Mortgage rates have climbed to their highest point in seven months as the escalating US-Iran conflict sends shockwaves through global bond markets — and squeezes American homebuyers at the worst possible moment.
The average 30-year fixed mortgage rate has pushed above 7.4% as of early April 2026, while the 15-year fixed rate sits near 6.8%. Both figures represent the steepest levels since late 2025, driven by a combination of war-driven inflation fears, surging oil prices, and a sell-off in US Treasuries.

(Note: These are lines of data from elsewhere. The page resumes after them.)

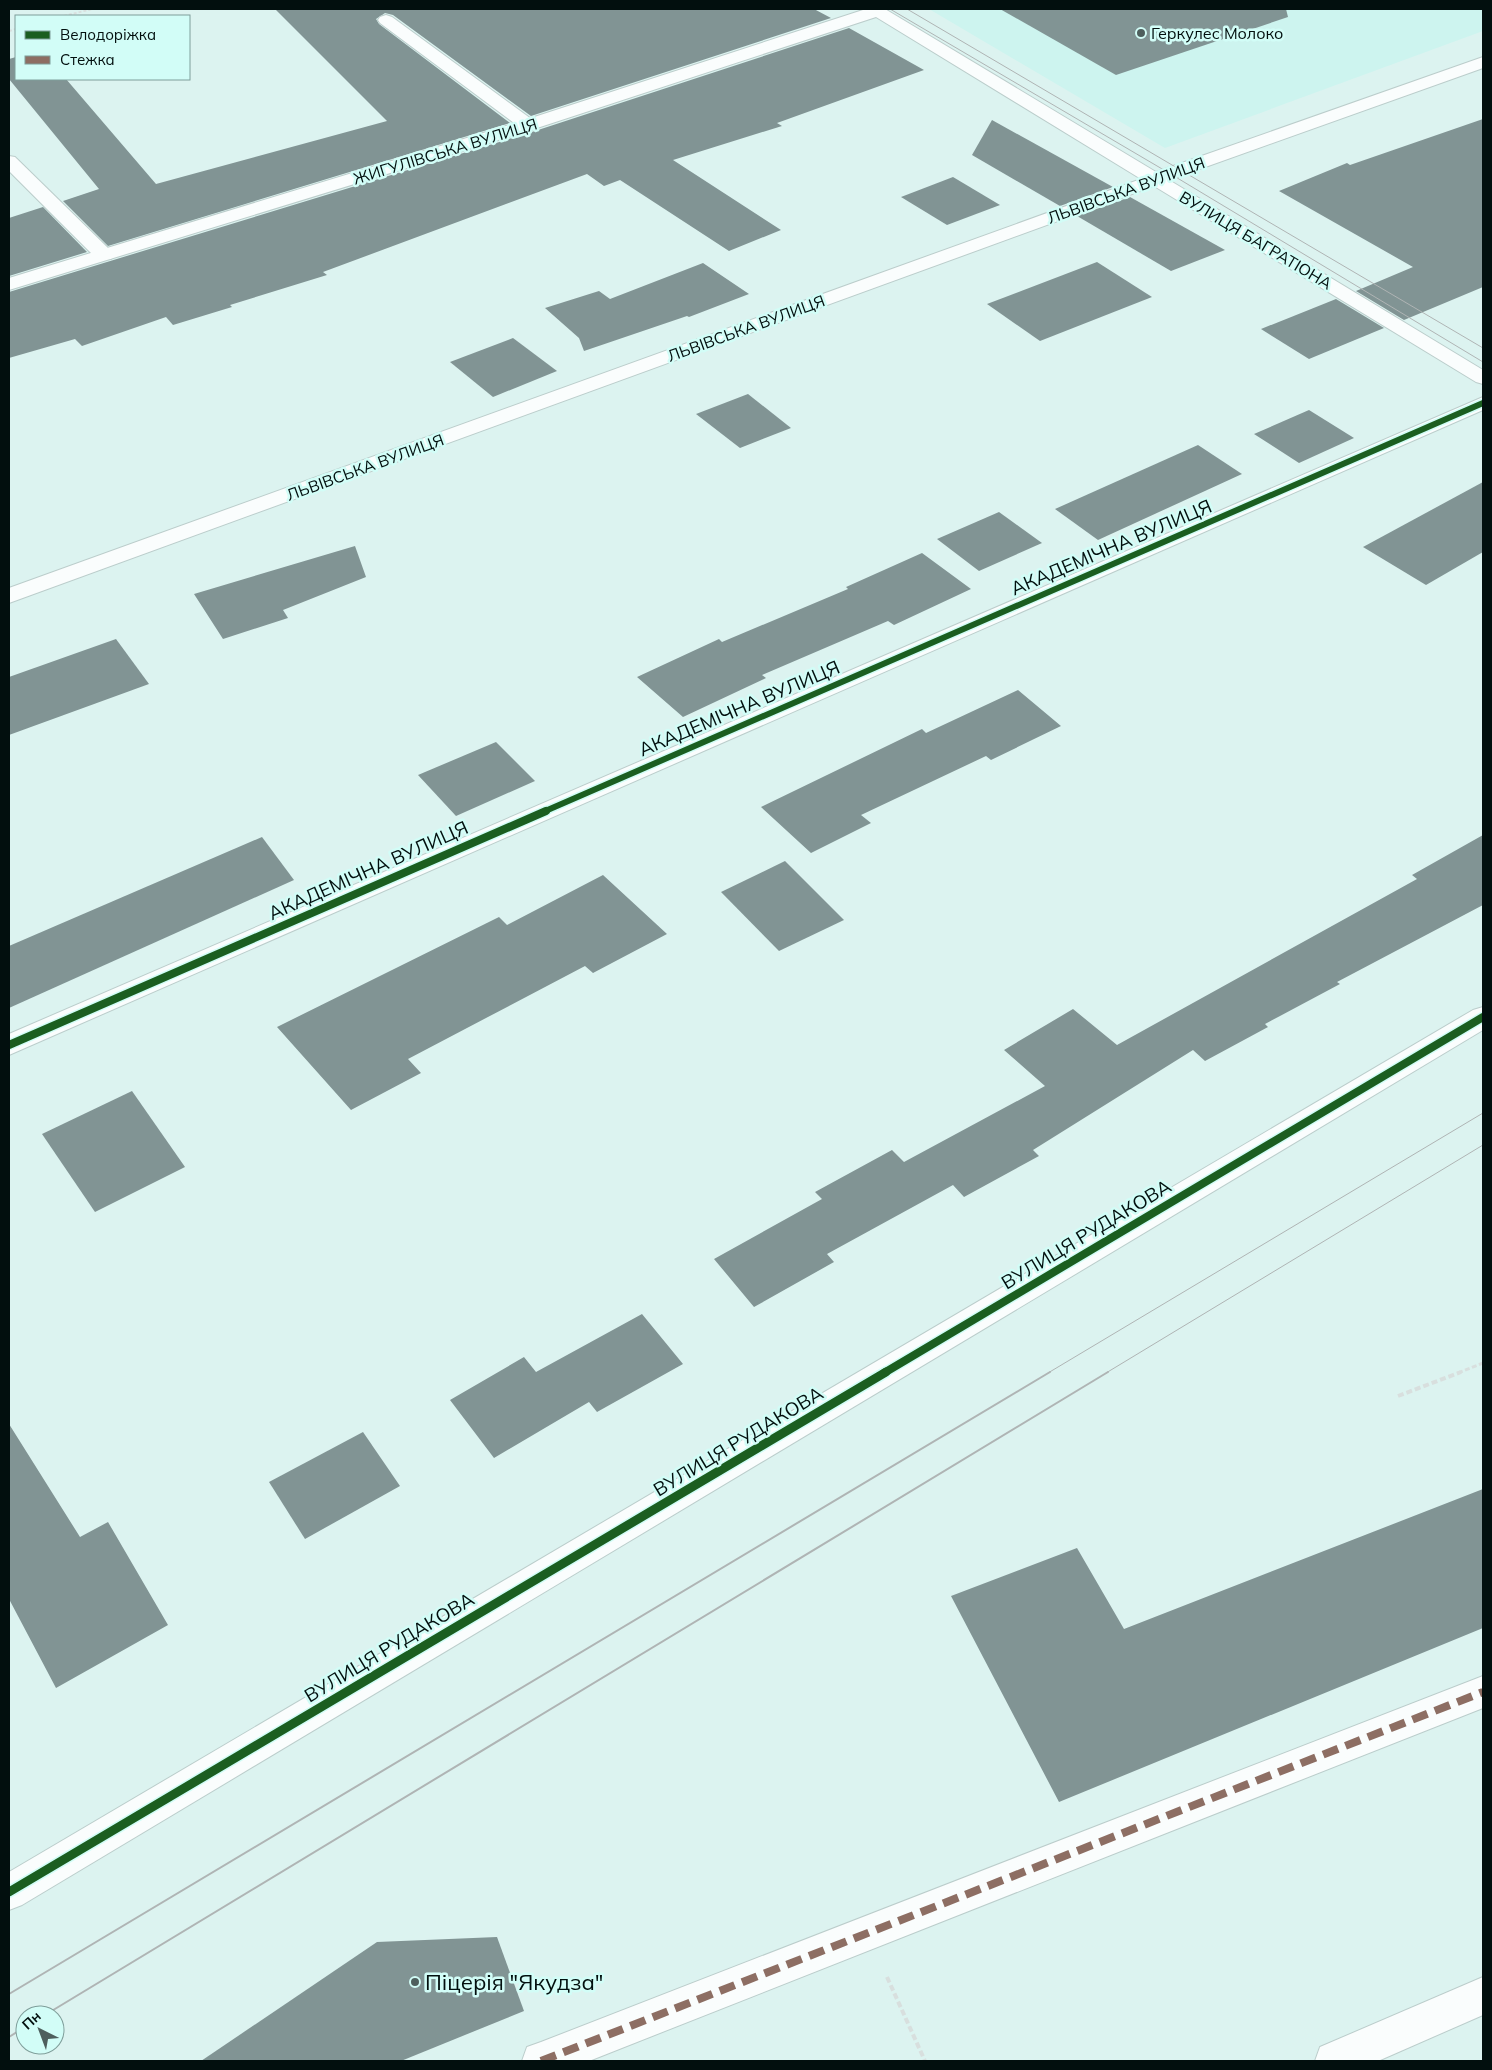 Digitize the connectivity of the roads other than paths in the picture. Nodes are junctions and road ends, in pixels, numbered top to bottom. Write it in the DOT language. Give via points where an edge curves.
graph roads {
  1 [pos="876,10"];
  2 [pos="386,20"];
  3 [pos="1483,62"];
  4 [pos="528,126"];
  5 [pos="9,161"];
  6 [pos="1157,179"];
  7 [pos="104,255"];
  8 [pos="9,284"];
  9 [pos="1483,378"];
  10 [pos="1483,403"];
  11 [pos="9,596"];
  12 [pos="1483,1017"];
  13 [pos="9,1045"];
  14 [pos="1483,1692"];
  15 [pos="9,1892"];
  16 [pos="1483,1996"];
  17 [pos="541,2061"];
  18 [pos="1334,2061"];
  1 -- 4 [label="street, ЖИГУЛІВСЬКА ВУЛИЦЯ"];
  1 -- 6 [label="street, ВУЛИЦЯ БАГРАТІОНА"];
  2 -- 4 [label="street"];
  3 -- 6 [label="street, ЛЬВІВСЬКА ВУЛИЦЯ"];
  4 -- 7 [label="street, ЖИГУЛІВСЬКА ВУЛИЦЯ"];
  5 -- 7 [label="street"];
  6 -- 9 [label="street, ВУЛИЦЯ БАГРАТІОНА"];
  6 -- 11 [label="street, ЛЬВІВСЬКА ВУЛИЦЯ"];
  7 -- 8 [label="street, ЖИГУЛІВСЬКА ВУЛИЦЯ"];
  10 -- 13 [label="street, АКАДЕМІЧНА ВУЛИЦЯ"];
  12 -- 15 [label="street, ВУЛИЦЯ РУДАКОВА"];
  14 -- 17 [label="street"];
  16 -- 18 [label="street"];
}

Why Are Mortgage Rates Rising Right Now?
Mortgage rates don't move in isolation — they track the yield on 10-year US Treasury bonds almost in lockstep. When investors dump Treasuries (which happens during geopolitical uncertainty and inflation scares), yields rise. When yields rise, mortgage rates follow.
The Iran war has triggered all three of the main drivers of rate increases simultaneously:
1. Oil price shock. WTI crude has surged past $111 per barrel after Iran-backed forces threatened the Strait of Hormuz — a chokepoint for roughly 20% of the world's oil supply. Higher oil feeds directly into inflation, which spooks bond markets.
2. Defense spending fears. With the US committed to military operations in the region, bond traders are pricing in higher federal deficits. More government borrowing = more Treasury supply = higher yields = higher mortgage rates.
3. Safe-haven flight... then reversal. Normally, crises push investors into Treasuries (a safe haven), which lowers rates. But this conflict is different — it's threatening the global energy supply, which means it could cause inflation rather than just slow the economy. Inflation is kryptonite for bonds, so investors are demanding higher yields to compensate.
How This Compares to Recent History
To understand how unusual this moment is, consider where rates were just three months ago. In January 2026, the 30-year fixed rate had fallen to 6.7% — a hopeful sign for a housing market that had been locked up by affordability constraints since 2023. Many buyers who had been sitting on the sidelines were starting to re-enter.
That window has now closed.
What This Means for Your Monthly Payment
The difference between a 6.7% rate (January) and today's 7.4% rate is not abstract — it's hundreds of dollars per month on a typical home purchase.
On a $400,000 home with 20% down ($320,000 loan):
For buyers stretching their budgets, that $137/month difference can mean the gap between qualifying and being rejected by a lender.
Should You Lock In a Rate Now — or Wait?
This is the question every buyer and homeowner refinancing is asking right now. The honest answer is: it depends on your timeline and your read on the Iran conflict.
- Protects you if rates climb further (to 7.5-7.8%)
- Conflict escalation is the base case according to most analysts
- Spring buying season demand won't wait for better rates
- Most lenders allow a one-time float-down if rates drop significantly
- If a ceasefire or peace talks emerge, rates could drop rapidly
- The Fed is not raising rates — any geopolitical resolution could unlock a quick reversal
- You may lose negotiating power with sellers in a spring rush
The pragmatic view: If you have found the home you want and can afford the payment at today's rate, lock. Don't try to time a war. If you're still shopping, ask your lender for a 60-day rate lock to give yourself a window.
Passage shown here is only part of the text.